Can you show us the first several lines of .edges.list in your folder? How many >Unitig does this file have? Thank you.

ghost commented 8 years ago

cat pk.edges.list | grep '>Unitig' | wc -l gives me 90. The file has a size of 81K.

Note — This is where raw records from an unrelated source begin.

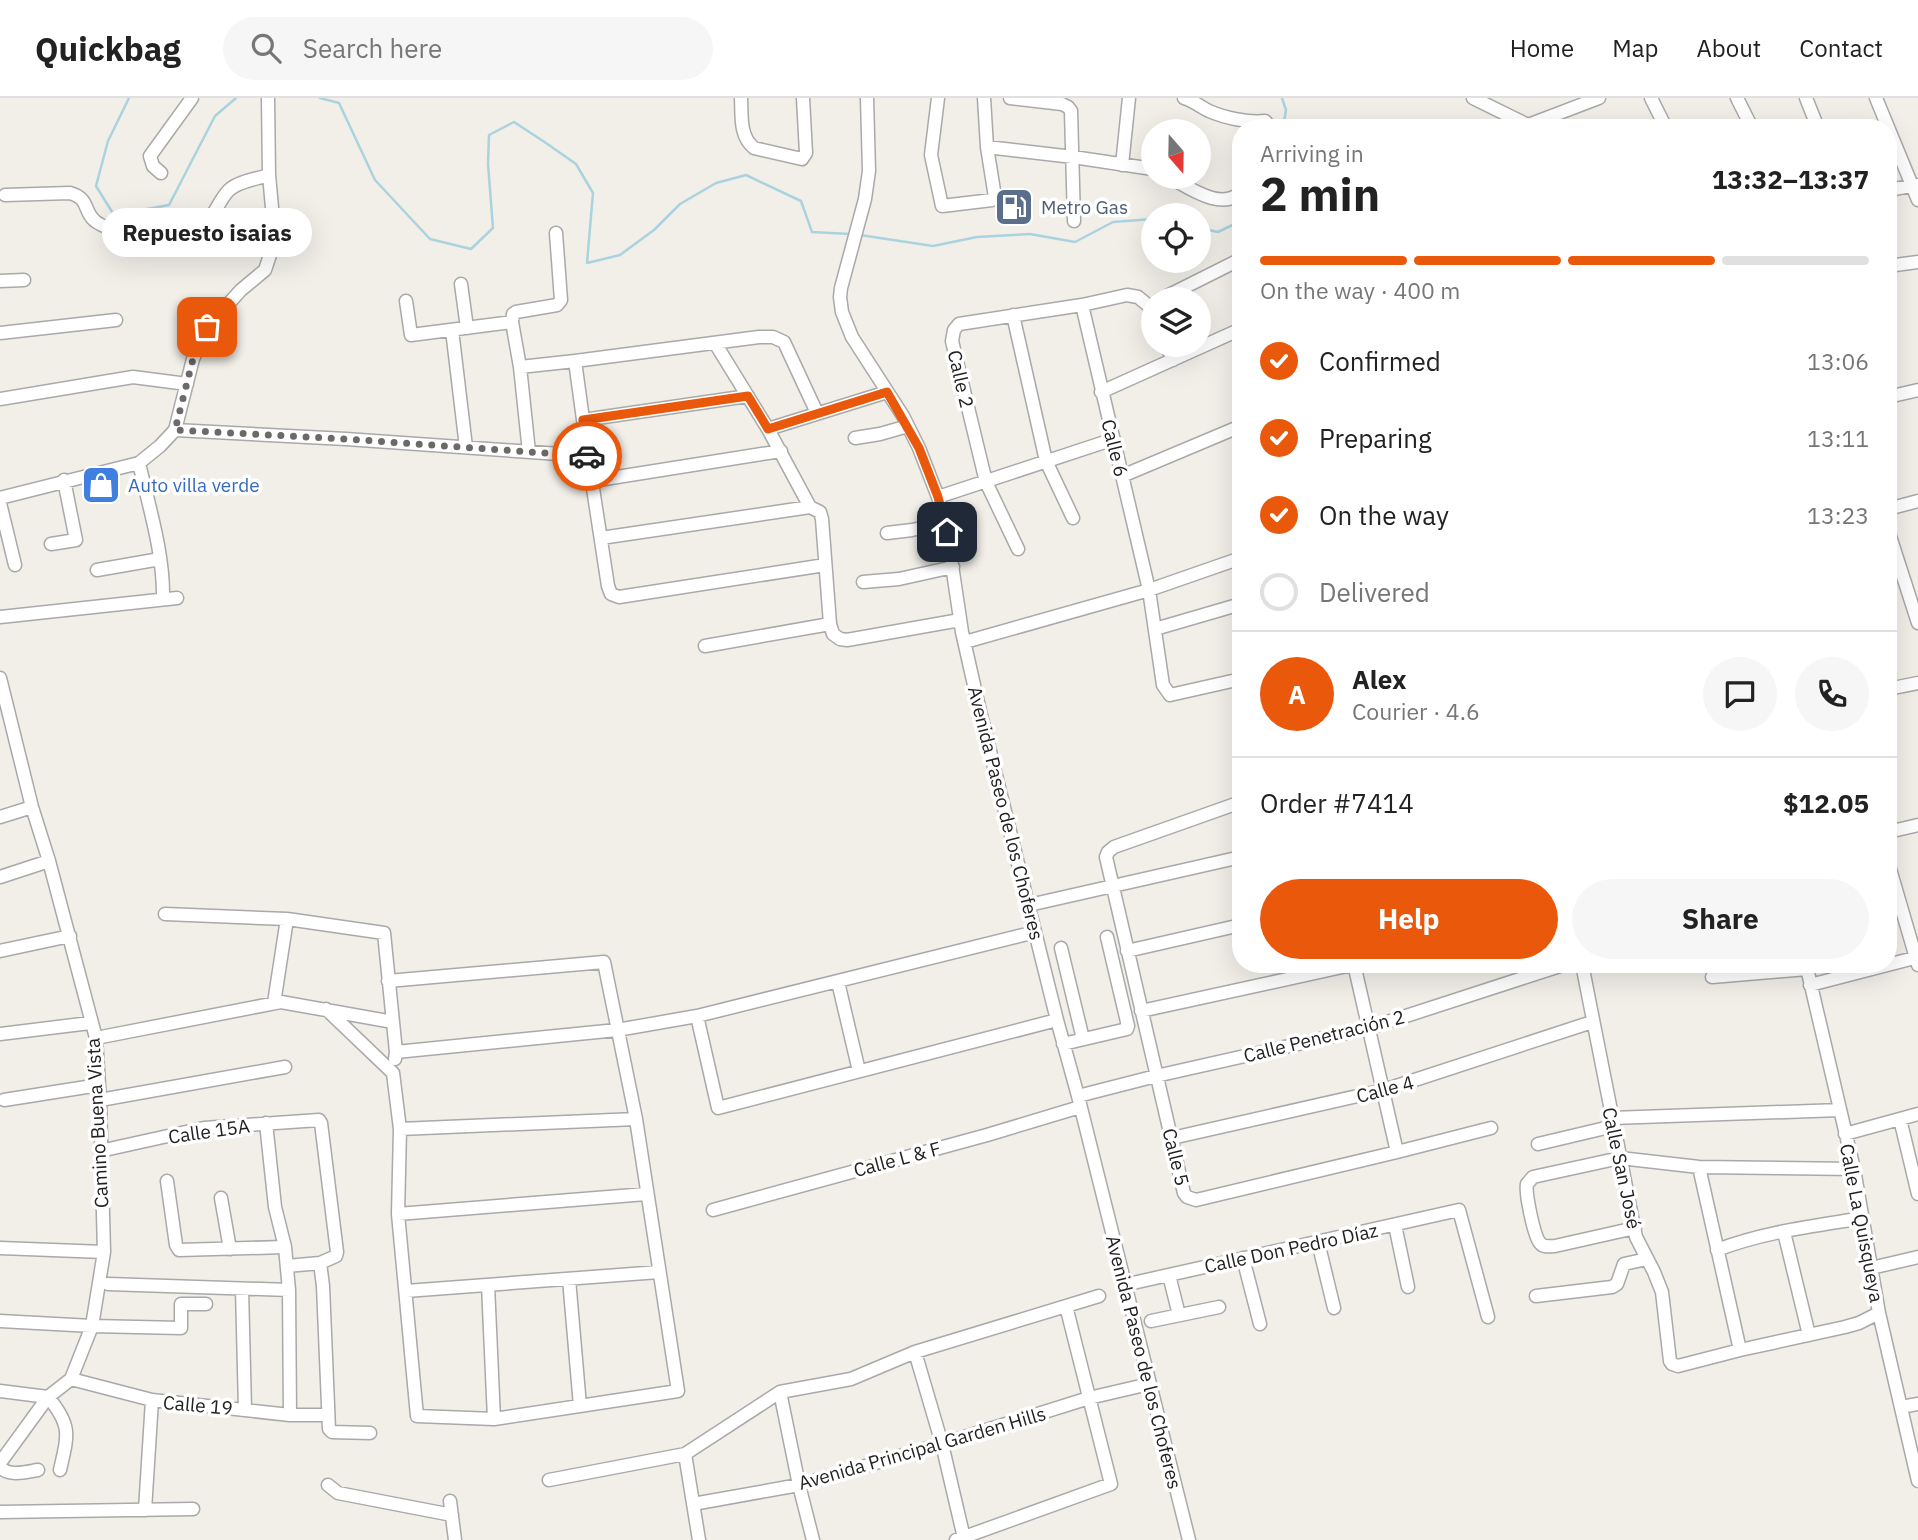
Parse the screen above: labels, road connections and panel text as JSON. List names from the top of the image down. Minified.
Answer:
{"streets":{"street":["Calle 2","Calle 6","Avenida Paseo de los Choferes","Calle Penetración 2","Calle 4","Camino Buena Vista","Calle 15A","Calle 5","Calle L & F","Calle San José","Calle La Quisqueya","Calle Don Pedro Díaz","Calle 19","Avenida Principal Garden Hills"]},"crossings":[["Calle 2","Calle 6"],["Avenida Paseo de los Choferes","Calle Penetración 2"],["Avenida Paseo de los Choferes","Calle L & F"],["Avenida Paseo de los Choferes","Calle Don Pedro Díaz"],["Avenida Paseo de los Choferes","Avenida Principal Garden Hills"],["Calle Penetración 2","Calle 5"],["Calle Penetración 2","Calle L & F"],["Calle 4","Calle 5"],["Calle 4","Calle San José"],["Camino Buena Vista","Calle 15A"],["Camino Buena Vista","Calle 19"]],"places":{"fuel station":["Metro Gas"],"other":["Repuesto isaias"],"shop":["Auto villa verde"]},"north":"bottom","page":{"header":"Quickbag","search":"Search here","nav":["Home","Map","About","Contact"],"heading":["2 min","Arriving in","13:32–13:37"],"panel":["Alex","Courier · 4.6","Order #7414","$12.05"],"bubble":"Repuesto isaias","bar":"On the way · 400 m","list":[["Confirmed","13:06"],["Preparing","13:11"],["On the way","13:23"],"Delivered"],"round":"A","buttons":["Help","Share"]}}
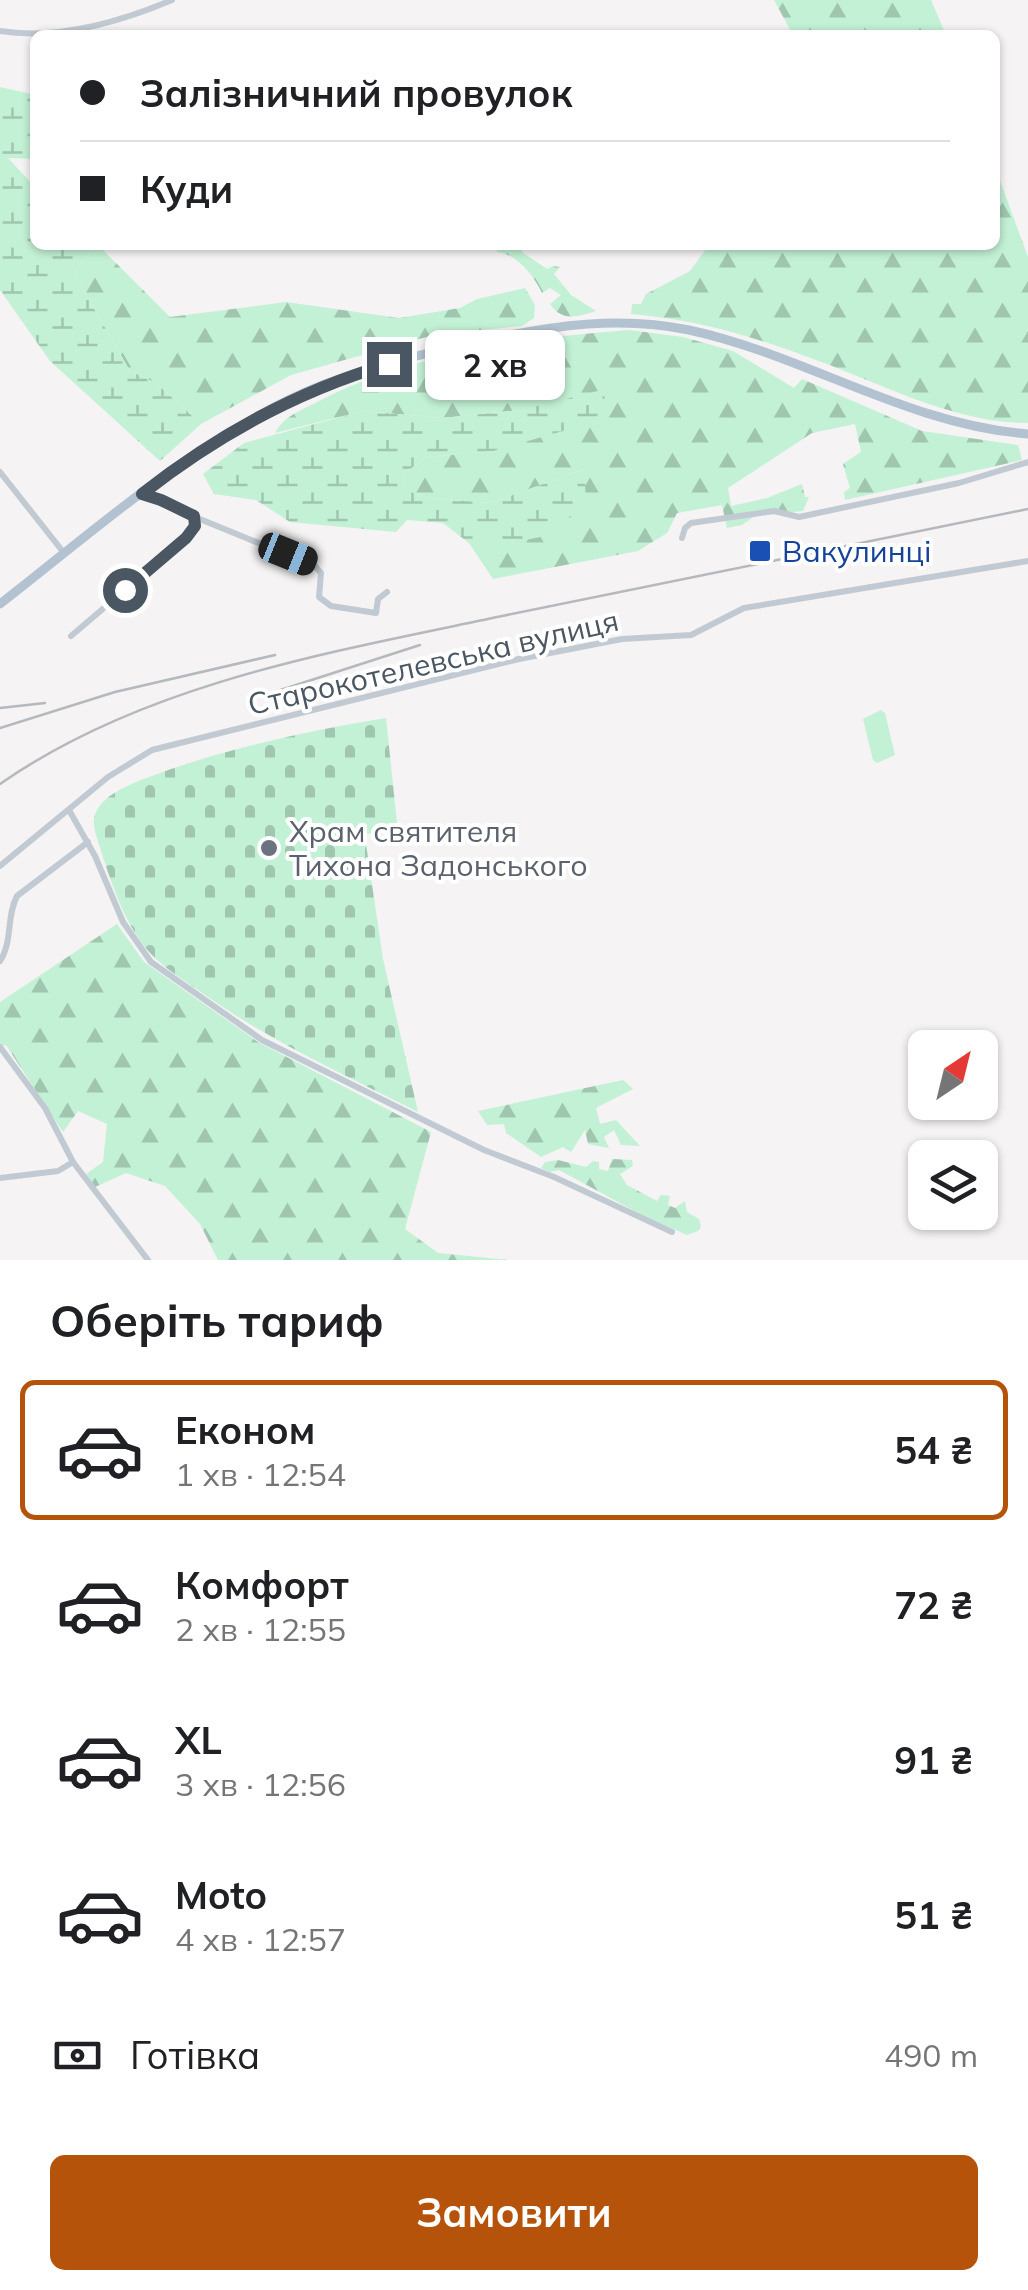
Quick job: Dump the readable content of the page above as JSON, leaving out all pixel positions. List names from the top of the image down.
{
  "streets": {
    "street": ["Старокотелевська вулиця"]
  },
  "places": {
    "transit": ["Вакулинці"],
    "other": ["Храм святителя Тихона Задонського"]
  },
  "north": "top right",
  "page": {
    "banner": ["Залізничний провулок", "Куди"],
    "bubble": "2 хв",
    "heading": "Оберіть тариф",
    "list": [
      {
        "name": "Економ",
        "note": "1 хв · 12:54",
        "value": "54 ₴"
      },
      {
        "name": "Комфорт",
        "note": "2 хв · 12:55",
        "value": "72 ₴"
      },
      {
        "name": "XL",
        "note": "3 хв · 12:56",
        "value": "91 ₴"
      },
      {
        "name": "Moto",
        "note": "4 хв · 12:57",
        "value": "51 ₴"
      }
    ],
    "pay": ["Готівка", "490 m"],
    "buttons": "Замовити"
  }
}
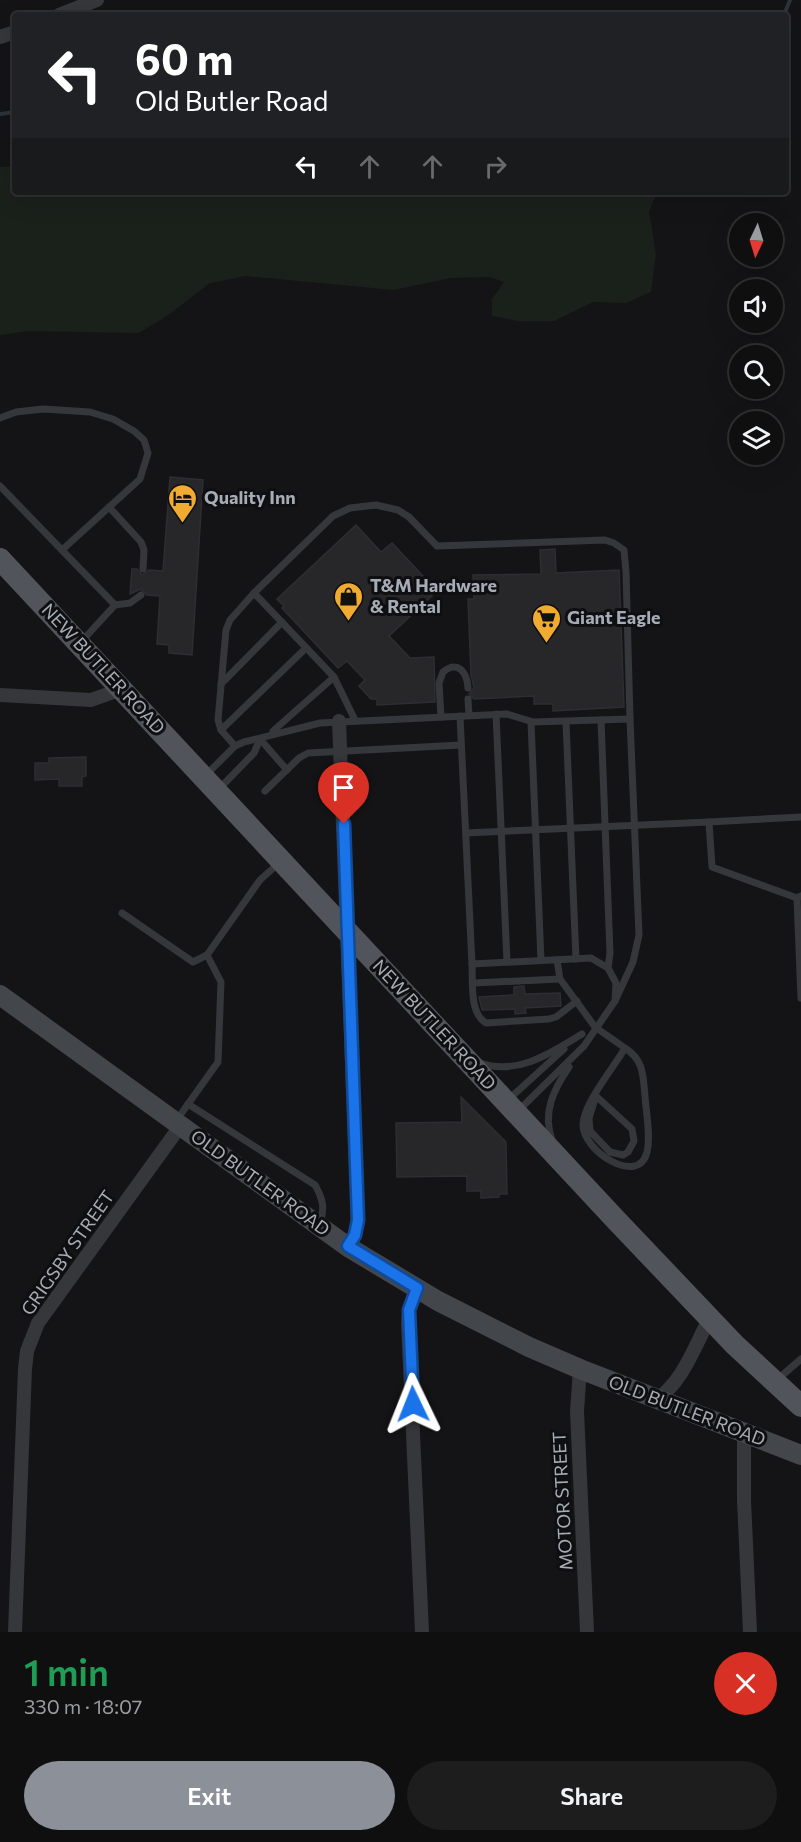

And this is the start of my *.edges.list:

>Unitig0
2356 1 4678 1 45461 6934 29905 1311 23801
4678 1 3340 1 13930 11581 18668 0 6843
3340 1 7239 1 22807 7376 18965 11630 22848
7239 1 2285 0 39355 0 19328 0 20027
2285 0 2726 0 34930 4568 22229 0 17269
2726 0 4521 0 44352 0 23045 9992 31299
4521 0 6082 0 52400 0 26287 1356 27469
6082 0 6948 1 46265 3418 26655 3954 26982
6948 1 3984 0 43512 0 21567 0 21945
3984 0 2683 0 40778 7638 28684 0 19732
2683 0 312 0 33630 7874 24124 593 17973
312 0 2329 0 37770 2903 21682 0 18991
2329 0 4371 1 59781 0 31155 1211 29837
4371 1 7462 0 37048 0 19634 0 17414
7462 0 563 1 36577 11352 30641 976 18264
>Unitig1
2356 0 4681 0 4427 28414 30643 4125 6323
>Unitig2
1290 0 4293 0 10465 0 5379 9471 14557
4293 0 4054 0 4864 10365 12718 0 2511
4054 0 460 1 16471 1999 10487 5509 13492
460 1 3100 0 11712 0 5891 0 5821
3100 0 5944 0 17248 10908 19571 0 8585
5944 0 4948 0 25075 10130 22704 0 12501
4948 0 5987 1 8029 10107 14197 13470 17409
5987 1 3296 1 11280 7106 12916 8885 14355
3296 1 5753 0 11969 0 6080 3912 9801
5753 0 1560 1 17958 6727 16125 12568 21128
1560 1 1691 0 33013 0 17215 0 15798
1691 0 7739 0 24989 0 12479 17603 30113
7739 0 6844 0 40597 5087 25322 0 20362
6844 0 6741 1 34744 3283 20782 7260 24505
6741 1 7669 0 11471 0 5472 0 5999
7669 0 1590 0 39345 875 19702 0 20518
1590 0 1898 0 24218 0 11977 11308 23549
1898 0 2013 1 31430 1914 17615 11033 26762
2013 1 2066 1 34034 0 17119 7034 23949
2066 1 3642 0 15188 0 7568 0 7620
3642 0 1529 1 40971 4930 25692 5132 25341
1529 1 5567 0 15747 0 8245 0 7502
>Unitig3
...
fxia22 commented 8 years ago

Thank you for your reply. These few lines should be fine, but do you have empty Unitigs, that which is >Unitig* followed by an empty line or followed by nothing?

For example, the output of the command: cat pk.edges.list | grep -A 1 '>Unitig'

ilanshom commented 8 years ago

@MichaelsGITIGIT, if you want, you can send us the .edges.list file. You wouldn't be sharing any data and it may be easier for us to figure out the issue

ghost commented 8 years ago

pk.edges.list.zip

ghost commented 8 years ago

Hi @all

  1. Attached the *.edges.list in the comment before
  2. I do NOT see any >Unitig* followed by empty line or nothing. Maybe you double check What I do see is many >Unitig* with just one short line following
govinda-kamath commented 8 years ago

Hi @MichaelsGITIGIT,

Could you also send us the pk.G2.graphml file? You wouldn't be sharing any data.

ghost commented 8 years ago

Here you go...

pkid.G2.graphml.zip

fxia22 commented 8 years ago

Hi @MichaelsGITIGIT, we did some change to draft_assembly, can you have a try and see if that solves your problem?

Thanks!

ghost commented 8 years ago

Now it runs through without any problem. Just did it one time, but seems to be solved now. I'll close the thread. Thanks!